Gran Sabana: Savanna Region
La Gran Sabana ("The Great Savanna") is a region in southeastern Venezuela and part of the Guianan Savanna ecoregion. The savanna spreads into the regions of the Guiana Highlands and southeast into Bolívar State, extending further to the borders with Brazil and Guyana.
The savanna region has an area of 10,820 sq km (4,180 sq mi) and is part of the second largest National Park in Venezuela, the Canaima National Park.
The average temperature is around 20 °C (68 °F) but at night it can drop to 13 °C (55 °F) and in some of the more elevated sites, depending on the weather, may fall a bit more.
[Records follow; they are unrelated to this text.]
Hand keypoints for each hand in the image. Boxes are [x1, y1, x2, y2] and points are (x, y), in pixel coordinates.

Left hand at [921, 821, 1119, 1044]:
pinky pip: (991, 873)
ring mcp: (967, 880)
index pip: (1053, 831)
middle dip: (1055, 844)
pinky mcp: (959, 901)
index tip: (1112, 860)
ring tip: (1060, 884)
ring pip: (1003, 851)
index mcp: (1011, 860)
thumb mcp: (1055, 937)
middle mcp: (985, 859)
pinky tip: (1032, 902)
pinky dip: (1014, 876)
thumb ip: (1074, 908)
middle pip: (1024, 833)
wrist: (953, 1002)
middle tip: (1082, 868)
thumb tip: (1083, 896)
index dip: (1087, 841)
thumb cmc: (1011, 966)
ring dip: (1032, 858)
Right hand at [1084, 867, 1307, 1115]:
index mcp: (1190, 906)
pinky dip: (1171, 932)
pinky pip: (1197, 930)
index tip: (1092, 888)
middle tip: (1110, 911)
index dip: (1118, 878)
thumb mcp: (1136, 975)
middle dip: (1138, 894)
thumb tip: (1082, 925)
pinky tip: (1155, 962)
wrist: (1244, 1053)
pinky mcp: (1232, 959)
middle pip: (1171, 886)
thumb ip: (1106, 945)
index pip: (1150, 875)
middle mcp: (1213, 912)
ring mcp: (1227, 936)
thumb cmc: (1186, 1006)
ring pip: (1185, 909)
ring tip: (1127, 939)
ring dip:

La Gran Sabana offers one of the most unusual landscapes in the world with rivers, waterfalls and gorges, deep and vast valleys, impenetrable jungles and savanna that host large numbers and varieties of plant species. It hosts diverse fauna as well as isolated tabletop mesas locally known as tepuis.
This region was subjected to several periods of uplift and subsidence and were subjected to variable erosion. The large remaining isolated sandstone beds are called "tepuis" in the language of the indigenous inhabitants of the region.
The road of El Dorado to Santa Elena de Uairén goes from an elevation of 200 to 1,500 m (660 to 4,920 ft) in less than 30 km (19 mi), in a place called "La Escalera" (the stairs).
The formation of rocky and sandy soils support savanna vegetation on the higher elevations with dense jungle vegetation occurring in depressions and dense forests along the rivers.
In the Gran Sabana, there are randomly distributed ancient massifs, eroded in tabular form, known as tepuis. These are examples of inverted relief which form a kind of typical plateau of the Guiana highlands.
These plateaus in the Gran Sabana reach their maximum altitude in the Tepui Roraima at nearly 2,800 m (9,200 ft) above sea level.